● What the task asks: Leave the pictures out and reproduce all the entries word for word.

[Saved data entries]
§
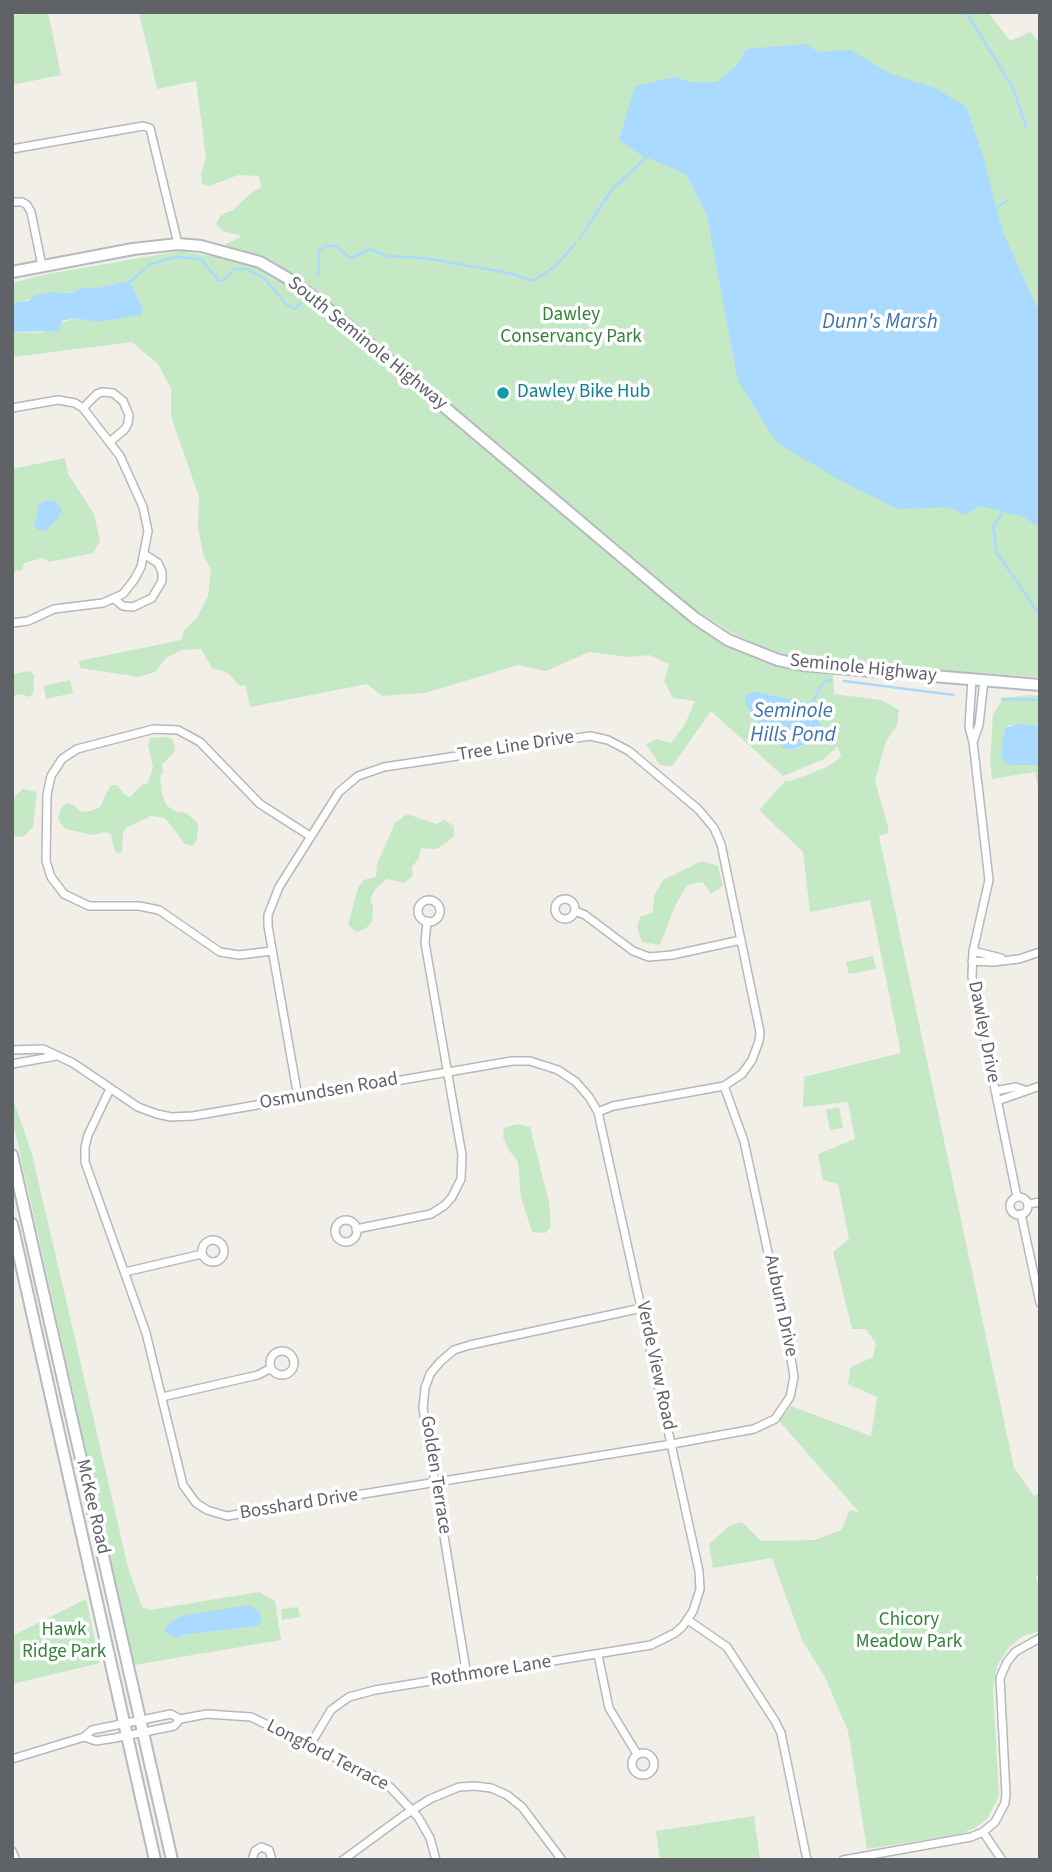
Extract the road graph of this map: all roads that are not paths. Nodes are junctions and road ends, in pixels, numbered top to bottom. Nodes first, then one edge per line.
1 (12, 149) edge
2 (12, 202) edge
3 (178, 244) junction
4 (42, 266) junction
5 (12, 272) edge
6 (12, 408) edge
7 (83, 408) junction
8 (111, 441) junction
9 (535, 485) joint
10 (145, 554) junction
11 (114, 599) junction
12 (12, 623) edge
13 (972, 679) junction
14 (984, 680) junction
15 (1040, 685) edge
16 (973, 742) junction
17 (310, 836) junction
18 (575, 911) dead end
19 (427, 921) dead end
20 (741, 940) junction
21 (272, 951) junction
22 (973, 951) junction
23 (1040, 952) edge
24 (1005, 959) junction
25 (972, 961) junction
26 (12, 1049) edge
27 (57, 1056) junction
28 (12, 1064) edge
29 (447, 1071) junction
30 (724, 1086) junction
31 (1040, 1086) edge
32 (110, 1089) junction
33 (1024, 1090) junction
34 (995, 1091) junction
35 (298, 1097) junction
36 (997, 1101) junction
37 (598, 1112) junction
38 (12, 1155) edge
39 (1017, 1197) junction
40 (1040, 1202) edge
41 (1028, 1204) junction
42 (1021, 1214) junction
43 (12, 1224) edge
44 (356, 1228) dead end
45 (202, 1254) dead end
46 (125, 1272) junction
47 (1040, 1303) edge
48 (642, 1308) junction
49 (271, 1367) dead end
50 (162, 1397) junction
51 (672, 1444) junction
52 (436, 1482) junction
53 (688, 1620) junction
54 (1040, 1638) edge
55 (598, 1655) junction
56 (467, 1676) junction
57 (180, 1719) junction
58 (142, 1727) junction
59 (126, 1730) junction
60 (84, 1737) junction
61 (310, 1745) junction
62 (637, 1754) dead end
63 (12, 1759) edge
64 (412, 1810) junction
65 (983, 1832) junction
66 (12, 1851) edge
67 (16, 1860) edge
68 (155, 1860) edge
69 (172, 1860) edge
70 (252, 1860) edge
71 (272, 1860) edge
72 (343, 1860) edge
73 (436, 1860) edge
74 (562, 1860) edge
75 (807, 1860) edge
76 (843, 1860) edge
77 (1002, 1860) edge

1 - 3 street
2 - 4 street
3 - 4 main road, South Seminole Highway
3 - 9 main road, South Seminole Highway
4 - 5 main road, South Seminole Highway
6 - 7 street
7 - 8 street
7 - 8 street
8 - 10 street
9 - 13 main road, Seminole Highway
10 - 11 street
10 - 11 street
11 - 12 street
13 - 14 main road, Seminole Highway
13 - 16 street, Dawley Drive
14 - 15 main road, Seminole Highway
14 - 16 street, Dawley Drive
16 - 22 street, Dawley Drive
17 - 20 street, Tree Line Drive
17 - 21 street, Tree Line Drive
17 - 21 street
18 - 20 street
19 - 29 street
20 - 30 street, Tree Line Drive
21 - 35 street, Tree Line Drive
22 - 24 street
22 - 25 street, Dawley Drive
23 - 24 street
24 - 25 street
25 - 34 street, Dawley Drive
26 - 27 street, Osmundsen Road
27 - 28 street
27 - 32 street, Osmundsen Road
29 - 35 street, Osmundsen Road
29 - 37 street, Osmundsen Road
29 - 44 street
30 - 37 street
30 - 51 street, Auburn Drive
31 - 33 street
32 - 35 street, Osmundsen Road
32 - 46 street, Bosshard Drive
33 - 34 street
33 - 36 street
34 - 36 street, Dawley Drive
36 - 39 street, Dawley Drive
37 - 48 street, Verde View Road
38 - 58 main road, McKee Road
39 - 41 street
39 - 42 street
40 - 41 street
41 - 42 street
42 - 47 street
43 - 59 main road, McKee Road
45 - 46 street
46 - 50 street, Bosshard Drive
48 - 51 street, Verde View Road
48 - 52 street, Golden Terrace
49 - 50 street
50 - 52 street, Bosshard Drive
51 - 52 street, Bosshard Drive
51 - 53 street, Verde View Road
52 - 56 street, Golden Terrace
53 - 55 street, Rothmore Lane
53 - 75 street
54 - 65 street
55 - 56 street, Rothmore Lane
55 - 62 street
56 - 61 street, Rothmore Lane
57 - 58 street, Longford Terrace
57 - 58 street, Longford Terrace
57 - 61 street, Longford Terrace
58 - 59 street, Longford Terrace
58 - 59 street
58 - 69 main road, McKee Road
59 - 60 street
59 - 60 street
59 - 68 main road, McKee Road
60 - 63 street
61 - 64 street, Longford Terrace
64 - 72 street
64 - 73 street, Longford Terrace
64 - 74 street
65 - 76 street
65 - 77 street
66 - 67 street
70 - 71 street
§
● Exercise solution:
Extract the road graph of this map: all roads that are not paths. Nodes are junctions and road ends, in pixels, numbered top to bottom. Nodes first, then one edge per line.
1 (12, 149) edge
2 (12, 202) edge
3 (178, 244) junction
4 (42, 266) junction
5 (12, 272) edge
6 (12, 408) edge
7 (83, 408) junction
8 (111, 441) junction
9 (535, 485) joint
10 (145, 554) junction
11 (114, 599) junction
12 (12, 623) edge
13 (972, 679) junction
14 (984, 680) junction
15 (1040, 685) edge
16 (973, 742) junction
17 (310, 836) junction
18 (575, 911) dead end
19 (427, 921) dead end
20 (741, 940) junction
21 (272, 951) junction
22 (973, 951) junction
23 (1040, 952) edge
24 (1005, 959) junction
25 (972, 961) junction
26 (12, 1049) edge
27 (57, 1056) junction
28 (12, 1064) edge
29 (447, 1071) junction
30 (724, 1086) junction
31 (1040, 1086) edge
32 (110, 1089) junction
33 (1024, 1090) junction
34 (995, 1091) junction
35 (298, 1097) junction
36 (997, 1101) junction
37 (598, 1112) junction
38 (12, 1155) edge
39 (1017, 1197) junction
40 (1040, 1202) edge
41 (1028, 1204) junction
42 (1021, 1214) junction
43 (12, 1224) edge
44 (356, 1228) dead end
45 (202, 1254) dead end
46 (125, 1272) junction
47 (1040, 1303) edge
48 (642, 1308) junction
49 (271, 1367) dead end
50 (162, 1397) junction
51 (672, 1444) junction
52 (436, 1482) junction
53 (688, 1620) junction
54 (1040, 1638) edge
55 (598, 1655) junction
56 (467, 1676) junction
57 (180, 1719) junction
58 (142, 1727) junction
59 (126, 1730) junction
60 (84, 1737) junction
61 (310, 1745) junction
62 (637, 1754) dead end
63 (12, 1759) edge
64 (412, 1810) junction
65 (983, 1832) junction
66 (12, 1851) edge
67 (16, 1860) edge
68 (155, 1860) edge
69 (172, 1860) edge
70 (252, 1860) edge
71 (272, 1860) edge
72 (343, 1860) edge
73 (436, 1860) edge
74 (562, 1860) edge
75 (807, 1860) edge
76 (843, 1860) edge
77 (1002, 1860) edge

1 - 3 street
2 - 4 street
3 - 4 main road, South Seminole Highway
3 - 9 main road, South Seminole Highway
4 - 5 main road, South Seminole Highway
6 - 7 street
7 - 8 street
7 - 8 street
8 - 10 street
9 - 13 main road, Seminole Highway
10 - 11 street
10 - 11 street
11 - 12 street
13 - 14 main road, Seminole Highway
13 - 16 street, Dawley Drive
14 - 15 main road, Seminole Highway
14 - 16 street, Dawley Drive
16 - 22 street, Dawley Drive
17 - 20 street, Tree Line Drive
17 - 21 street, Tree Line Drive
17 - 21 street
18 - 20 street
19 - 29 street
20 - 30 street, Tree Line Drive
21 - 35 street, Tree Line Drive
22 - 24 street
22 - 25 street, Dawley Drive
23 - 24 street
24 - 25 street
25 - 34 street, Dawley Drive
26 - 27 street, Osmundsen Road
27 - 28 street
27 - 32 street, Osmundsen Road
29 - 35 street, Osmundsen Road
29 - 37 street, Osmundsen Road
29 - 44 street
30 - 37 street
30 - 51 street, Auburn Drive
31 - 33 street
32 - 35 street, Osmundsen Road
32 - 46 street, Bosshard Drive
33 - 34 street
33 - 36 street
34 - 36 street, Dawley Drive
36 - 39 street, Dawley Drive
37 - 48 street, Verde View Road
38 - 58 main road, McKee Road
39 - 41 street
39 - 42 street
40 - 41 street
41 - 42 street
42 - 47 street
43 - 59 main road, McKee Road
45 - 46 street
46 - 50 street, Bosshard Drive
48 - 51 street, Verde View Road
48 - 52 street, Golden Terrace
49 - 50 street
50 - 52 street, Bosshard Drive
51 - 52 street, Bosshard Drive
51 - 53 street, Verde View Road
52 - 56 street, Golden Terrace
53 - 55 street, Rothmore Lane
53 - 75 street
54 - 65 street
55 - 56 street, Rothmore Lane
55 - 62 street
56 - 61 street, Rothmore Lane
57 - 58 street, Longford Terrace
57 - 58 street, Longford Terrace
57 - 61 street, Longford Terrace
58 - 59 street, Longford Terrace
58 - 59 street
58 - 69 main road, McKee Road
59 - 60 street
59 - 60 street
59 - 68 main road, McKee Road
60 - 63 street
61 - 64 street, Longford Terrace
64 - 72 street
64 - 73 street, Longford Terrace
64 - 74 street
65 - 76 street
65 - 77 street
66 - 67 street
70 - 71 street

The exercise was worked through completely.